Ketertarikan sindikat joki pada program studi kedokteran disebut Eduart karena jurusan tersebut masih dipandang sebagai yang paling favorit dan menjanjikan masa depan yang mapan.
Karena memang saat ini jurusan kedokteran dianggap masih sebuah jurusan yang bergengsi, menjanjikan masa depan yang lebih baik. Makanya lebih dari 90 persen kasus kecurangan joki memilihnya kedokteran.
Pernyataan ini disampaikan Eduart saat ditemui di Universitas Negeri Surabaya (Unesa) pada Sabtu (9/5/2026).
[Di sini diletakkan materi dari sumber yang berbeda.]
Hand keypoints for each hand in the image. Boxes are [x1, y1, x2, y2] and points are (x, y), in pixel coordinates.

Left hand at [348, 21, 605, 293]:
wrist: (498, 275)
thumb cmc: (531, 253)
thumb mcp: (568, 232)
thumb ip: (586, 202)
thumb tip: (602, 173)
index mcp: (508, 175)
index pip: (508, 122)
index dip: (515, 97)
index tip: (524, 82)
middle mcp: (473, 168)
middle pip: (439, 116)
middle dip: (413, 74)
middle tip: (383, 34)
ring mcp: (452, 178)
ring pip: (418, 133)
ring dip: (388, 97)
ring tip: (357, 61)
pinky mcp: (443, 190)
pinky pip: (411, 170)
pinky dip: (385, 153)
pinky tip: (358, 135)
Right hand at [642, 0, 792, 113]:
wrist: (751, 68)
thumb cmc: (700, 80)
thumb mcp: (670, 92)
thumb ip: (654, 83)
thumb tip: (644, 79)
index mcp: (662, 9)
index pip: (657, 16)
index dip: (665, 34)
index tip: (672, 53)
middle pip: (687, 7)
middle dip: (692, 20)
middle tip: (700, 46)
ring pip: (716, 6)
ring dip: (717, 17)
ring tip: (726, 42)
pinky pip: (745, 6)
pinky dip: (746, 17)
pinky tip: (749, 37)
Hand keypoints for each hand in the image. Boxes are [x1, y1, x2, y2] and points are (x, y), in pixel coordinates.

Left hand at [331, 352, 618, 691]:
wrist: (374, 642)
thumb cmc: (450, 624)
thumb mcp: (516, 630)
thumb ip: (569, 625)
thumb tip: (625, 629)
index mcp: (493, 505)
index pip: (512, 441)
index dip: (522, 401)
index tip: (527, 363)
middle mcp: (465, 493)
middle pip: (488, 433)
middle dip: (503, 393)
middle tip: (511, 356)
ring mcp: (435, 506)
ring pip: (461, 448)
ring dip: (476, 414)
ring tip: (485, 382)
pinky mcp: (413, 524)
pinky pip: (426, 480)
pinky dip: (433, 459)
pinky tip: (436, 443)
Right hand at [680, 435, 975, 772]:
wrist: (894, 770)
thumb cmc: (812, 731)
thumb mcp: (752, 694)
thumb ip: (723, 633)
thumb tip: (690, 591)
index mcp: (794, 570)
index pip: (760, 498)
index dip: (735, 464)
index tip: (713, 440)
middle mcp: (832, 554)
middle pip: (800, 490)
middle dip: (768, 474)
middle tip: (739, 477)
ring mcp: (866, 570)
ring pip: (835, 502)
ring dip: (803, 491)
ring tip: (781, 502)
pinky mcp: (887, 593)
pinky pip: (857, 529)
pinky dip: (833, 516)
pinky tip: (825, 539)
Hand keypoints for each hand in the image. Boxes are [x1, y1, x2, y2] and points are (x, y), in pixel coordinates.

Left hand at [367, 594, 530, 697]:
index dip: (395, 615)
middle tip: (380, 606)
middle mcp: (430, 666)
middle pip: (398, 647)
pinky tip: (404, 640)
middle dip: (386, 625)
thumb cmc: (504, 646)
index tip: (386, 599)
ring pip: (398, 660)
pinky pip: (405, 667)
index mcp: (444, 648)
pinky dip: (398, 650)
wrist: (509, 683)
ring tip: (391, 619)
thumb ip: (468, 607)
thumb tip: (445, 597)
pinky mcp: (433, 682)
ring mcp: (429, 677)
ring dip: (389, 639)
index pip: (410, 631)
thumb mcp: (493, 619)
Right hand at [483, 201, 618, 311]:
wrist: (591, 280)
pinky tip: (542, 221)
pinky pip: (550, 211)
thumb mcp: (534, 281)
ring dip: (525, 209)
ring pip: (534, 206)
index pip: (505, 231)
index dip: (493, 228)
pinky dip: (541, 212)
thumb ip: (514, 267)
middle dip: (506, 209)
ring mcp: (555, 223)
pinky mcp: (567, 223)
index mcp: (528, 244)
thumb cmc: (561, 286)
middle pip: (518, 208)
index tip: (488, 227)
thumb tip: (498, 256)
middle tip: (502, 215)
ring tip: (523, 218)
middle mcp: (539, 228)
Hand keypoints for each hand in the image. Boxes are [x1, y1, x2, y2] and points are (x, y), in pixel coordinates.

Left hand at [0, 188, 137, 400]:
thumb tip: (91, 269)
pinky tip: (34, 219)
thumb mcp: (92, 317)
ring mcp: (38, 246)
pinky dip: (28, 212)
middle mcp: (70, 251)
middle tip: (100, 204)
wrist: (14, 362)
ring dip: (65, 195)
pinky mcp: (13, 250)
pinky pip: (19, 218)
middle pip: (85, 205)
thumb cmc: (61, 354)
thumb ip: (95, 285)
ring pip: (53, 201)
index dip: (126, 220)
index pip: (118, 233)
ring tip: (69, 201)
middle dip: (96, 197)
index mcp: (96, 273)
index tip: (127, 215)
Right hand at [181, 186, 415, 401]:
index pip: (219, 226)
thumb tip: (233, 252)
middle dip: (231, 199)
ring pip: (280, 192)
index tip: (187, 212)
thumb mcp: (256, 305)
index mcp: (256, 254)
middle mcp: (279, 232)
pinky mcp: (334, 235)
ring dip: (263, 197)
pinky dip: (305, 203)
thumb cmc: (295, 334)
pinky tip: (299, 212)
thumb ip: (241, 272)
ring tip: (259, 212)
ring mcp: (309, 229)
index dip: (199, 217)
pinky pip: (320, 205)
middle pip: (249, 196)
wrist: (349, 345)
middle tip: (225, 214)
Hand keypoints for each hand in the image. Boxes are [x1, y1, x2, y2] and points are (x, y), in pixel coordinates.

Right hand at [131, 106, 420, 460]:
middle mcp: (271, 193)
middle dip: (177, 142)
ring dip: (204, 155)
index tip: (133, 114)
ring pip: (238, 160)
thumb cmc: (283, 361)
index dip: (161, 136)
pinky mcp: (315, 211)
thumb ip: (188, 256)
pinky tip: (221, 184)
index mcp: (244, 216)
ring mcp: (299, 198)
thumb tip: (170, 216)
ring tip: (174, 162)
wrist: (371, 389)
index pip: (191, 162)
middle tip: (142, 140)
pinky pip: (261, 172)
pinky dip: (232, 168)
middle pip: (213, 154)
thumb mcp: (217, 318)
Sanksi Tegas: “Blacklist” dan “Drop Out”
Sebagai Ketua UTBK Pusat, Eduart Wolok menegaskan bahwa mitigasi ketat telah dilakukan untuk mendeteksi berbagai modus kecurangan sebelum ujian dimulai. Sanksi berat disiapkan bagi mereka yang terlibat, baik peserta UTBK maupun oknum mahasiswa, demi memberikan efek jera.
Supaya tidak terulang, maka sanksi tegas atau efek jera ini harus diberikan. Misalnya peserta kita blacklist, kemudian pelaku joki yang masih jadi mahasiswa aktif bisa dikeluarkan dari kampus.
Eduart menambahkan bahwa kebijakan sanksi ini bertujuan menjaga integritas seleksi masuk perguruan tinggi negeri, yang merupakan barometer keadilan pendidikan di Indonesia.
Atensi Kemendikti Saintek dan Apresiasi untuk Unesa
Kementerian Pendidikan Tinggi, Sains, dan Teknologi (Kemendikti Saintek) memberikan perhatian khusus terhadap kasus praktik perjokian ini. Eduart Wolok juga menyampaikan apresiasi kepada pihak Universitas Negeri Surabaya (Unesa) dan Polrestabes Surabaya yang berhasil membongkar jaringan sindikat joki yang rapi dan terorganisir.
Kami memberikan apresiasi buat teman-teman di UNESA karena sebagai salah satu pusat UTBK yang menyelenggarakan, kemarin itu cukup konsisten untuk mengawal kecurangan yang ditemukan sehingga saat ini ditemukan adanya kejahatan joki yang terorganisir.
Hingga kini, kepolisian masih terus melakukan pendalaman untuk menelusuri aliran dana dan jaringan luas sindikat ini. Diduga, praktik ini melibatkan banyak pihak di berbagai kota besar di Jawa Timur.